En voici la raison, relativement simple : j’estime que le fait d’être une personnalité publique et le fait d’avoir comme boulot une profession (notez que ce terme sert de radical à « professionnel ») dans laquelle la langue française est manipulée obligent à un niveau minimum de qualité proche de la perfection. Pour moi, mais ce n’est que pour moi, « si on ne peut pas, on s’abstient » (© encore). Je pourrais, si je me préoccupais de paraître tolérant, dire « si on ne peut pas, soit on apprend, soit on s’abstient ». Je ne chante pas et pourtant j’aurais tué pour chanter Haendel comme Villazón. Ce n’est pas faute d’y avoir employé profs, heures de cours, instruments de musique et livres sur la physiologie de l’organe phonateur comme ils disent.

Quand on est journaliste, quand on fait de la politique, quand on est une figure publique, on parle un français qui permettrait aux apprenants du français d’avoir une référence correcte; la langue est déjà suffisamment difficile telle quelle. On a choisi d’être dans la vie publique, on assume. Sinon, on dégage et on laisse sa place à qui peut.

Surtout, quand on ne parle qu’une langue, on la parle bien. Sinon, pas la peine de l’ouvrir.
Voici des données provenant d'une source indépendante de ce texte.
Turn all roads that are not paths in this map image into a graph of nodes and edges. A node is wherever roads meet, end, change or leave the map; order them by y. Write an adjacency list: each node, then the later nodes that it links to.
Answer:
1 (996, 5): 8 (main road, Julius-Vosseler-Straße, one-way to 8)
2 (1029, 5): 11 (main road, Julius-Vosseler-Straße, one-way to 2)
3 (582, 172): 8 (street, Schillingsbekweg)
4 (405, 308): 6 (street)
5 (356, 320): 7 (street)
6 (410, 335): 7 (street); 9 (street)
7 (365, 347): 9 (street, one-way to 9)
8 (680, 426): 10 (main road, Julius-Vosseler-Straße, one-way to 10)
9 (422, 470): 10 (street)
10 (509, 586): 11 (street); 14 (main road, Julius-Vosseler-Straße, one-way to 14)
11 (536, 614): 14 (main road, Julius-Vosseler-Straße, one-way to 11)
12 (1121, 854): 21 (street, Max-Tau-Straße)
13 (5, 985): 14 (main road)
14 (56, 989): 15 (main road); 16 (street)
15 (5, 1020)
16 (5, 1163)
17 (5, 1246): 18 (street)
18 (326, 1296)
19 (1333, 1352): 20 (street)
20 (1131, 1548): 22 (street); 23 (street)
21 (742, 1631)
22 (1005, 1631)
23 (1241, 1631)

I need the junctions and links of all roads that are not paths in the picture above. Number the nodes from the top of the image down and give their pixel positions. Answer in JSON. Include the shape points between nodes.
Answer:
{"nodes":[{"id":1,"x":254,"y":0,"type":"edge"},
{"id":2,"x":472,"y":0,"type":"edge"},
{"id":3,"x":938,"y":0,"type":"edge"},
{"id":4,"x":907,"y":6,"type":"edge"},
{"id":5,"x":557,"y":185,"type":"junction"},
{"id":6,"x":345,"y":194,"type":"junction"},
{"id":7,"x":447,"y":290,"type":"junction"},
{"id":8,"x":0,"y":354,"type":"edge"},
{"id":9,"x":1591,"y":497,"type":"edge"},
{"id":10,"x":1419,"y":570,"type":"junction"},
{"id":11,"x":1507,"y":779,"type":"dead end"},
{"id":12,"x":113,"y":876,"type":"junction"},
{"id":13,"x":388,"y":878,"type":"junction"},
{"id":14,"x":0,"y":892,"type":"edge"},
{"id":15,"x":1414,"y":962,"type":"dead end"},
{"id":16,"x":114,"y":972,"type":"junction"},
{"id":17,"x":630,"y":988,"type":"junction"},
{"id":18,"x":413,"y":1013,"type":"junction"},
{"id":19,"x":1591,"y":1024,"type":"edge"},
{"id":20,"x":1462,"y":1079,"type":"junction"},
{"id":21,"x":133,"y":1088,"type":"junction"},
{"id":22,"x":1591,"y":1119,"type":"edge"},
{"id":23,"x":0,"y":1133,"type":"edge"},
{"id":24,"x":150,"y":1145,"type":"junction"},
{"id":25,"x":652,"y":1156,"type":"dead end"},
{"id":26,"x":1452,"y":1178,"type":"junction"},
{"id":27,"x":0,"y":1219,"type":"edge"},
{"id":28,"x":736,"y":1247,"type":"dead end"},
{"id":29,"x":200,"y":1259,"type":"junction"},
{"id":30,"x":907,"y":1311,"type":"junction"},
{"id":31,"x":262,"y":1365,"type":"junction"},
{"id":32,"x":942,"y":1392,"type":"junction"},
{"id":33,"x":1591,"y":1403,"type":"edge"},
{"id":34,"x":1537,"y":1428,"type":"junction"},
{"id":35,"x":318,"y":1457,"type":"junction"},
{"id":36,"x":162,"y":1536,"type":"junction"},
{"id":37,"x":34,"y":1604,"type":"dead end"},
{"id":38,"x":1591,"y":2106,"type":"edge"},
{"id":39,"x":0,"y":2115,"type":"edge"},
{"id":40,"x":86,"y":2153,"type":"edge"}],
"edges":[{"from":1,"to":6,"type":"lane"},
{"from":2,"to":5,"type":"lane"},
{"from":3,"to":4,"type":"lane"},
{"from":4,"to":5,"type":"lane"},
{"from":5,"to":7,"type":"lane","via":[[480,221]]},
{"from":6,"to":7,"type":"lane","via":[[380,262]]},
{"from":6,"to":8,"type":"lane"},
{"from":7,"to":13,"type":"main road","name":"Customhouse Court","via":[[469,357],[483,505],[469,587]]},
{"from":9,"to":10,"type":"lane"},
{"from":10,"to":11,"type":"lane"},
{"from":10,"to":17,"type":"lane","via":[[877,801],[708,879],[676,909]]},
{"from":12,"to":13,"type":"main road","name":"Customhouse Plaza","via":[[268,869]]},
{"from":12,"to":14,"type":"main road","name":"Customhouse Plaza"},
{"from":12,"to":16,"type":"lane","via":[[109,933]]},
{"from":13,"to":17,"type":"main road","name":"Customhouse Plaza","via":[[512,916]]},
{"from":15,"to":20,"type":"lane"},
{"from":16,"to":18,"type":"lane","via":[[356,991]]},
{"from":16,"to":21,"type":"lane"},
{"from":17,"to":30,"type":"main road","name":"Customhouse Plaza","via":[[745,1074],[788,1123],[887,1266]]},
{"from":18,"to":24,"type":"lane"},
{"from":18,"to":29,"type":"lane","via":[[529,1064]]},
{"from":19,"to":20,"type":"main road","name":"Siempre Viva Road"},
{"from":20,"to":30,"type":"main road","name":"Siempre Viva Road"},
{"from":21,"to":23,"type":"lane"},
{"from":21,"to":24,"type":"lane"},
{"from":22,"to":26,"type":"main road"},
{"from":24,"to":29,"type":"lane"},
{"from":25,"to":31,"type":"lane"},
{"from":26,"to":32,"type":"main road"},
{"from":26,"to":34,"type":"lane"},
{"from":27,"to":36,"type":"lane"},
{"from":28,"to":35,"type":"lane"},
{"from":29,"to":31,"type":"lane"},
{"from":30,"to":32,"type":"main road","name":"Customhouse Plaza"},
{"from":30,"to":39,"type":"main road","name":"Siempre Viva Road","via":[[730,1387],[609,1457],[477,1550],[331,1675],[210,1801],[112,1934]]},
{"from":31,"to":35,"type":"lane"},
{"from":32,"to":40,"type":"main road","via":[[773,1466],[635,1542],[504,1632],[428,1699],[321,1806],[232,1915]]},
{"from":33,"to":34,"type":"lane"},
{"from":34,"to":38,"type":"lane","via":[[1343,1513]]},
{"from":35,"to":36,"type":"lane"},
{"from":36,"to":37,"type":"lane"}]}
Mes deux cents d’euros (vive le calque !).

Phénomène 1 : la disparition du futur

Au fil de mes réflexions pour traduire au mieux et éviter le translationese, je me suis rendu compte qu’il est des automatismes dans les langues maternelles qui sont tellement intégrés qu’ils nous échappent, à nous locuteurs natifs. Nous ne réfléchissons pas à la raison qui justifie qu’on puisse dire « c’est un enfant idiot » mais pas « c’est un idiot enfant », alors qu’on dit aussi bien « c’est un homme grand » que « c’est un grand homme » (je fais abstraction de la sémantique et je m’intéresse uniquement à la syntaxe). Avez-vous jamais réfléchi ce qui détermine la place de l’adjectif épithète par rapport au nom ? Ou à la raison qui justifie le genre masculin ou féminin d’un mot en français ? Pourquoi un voile ? Pourquoi une tôle ? Pourquoi un châle ? Je me pose souvent ce type de questions, à cause de l’anglais et du portugais.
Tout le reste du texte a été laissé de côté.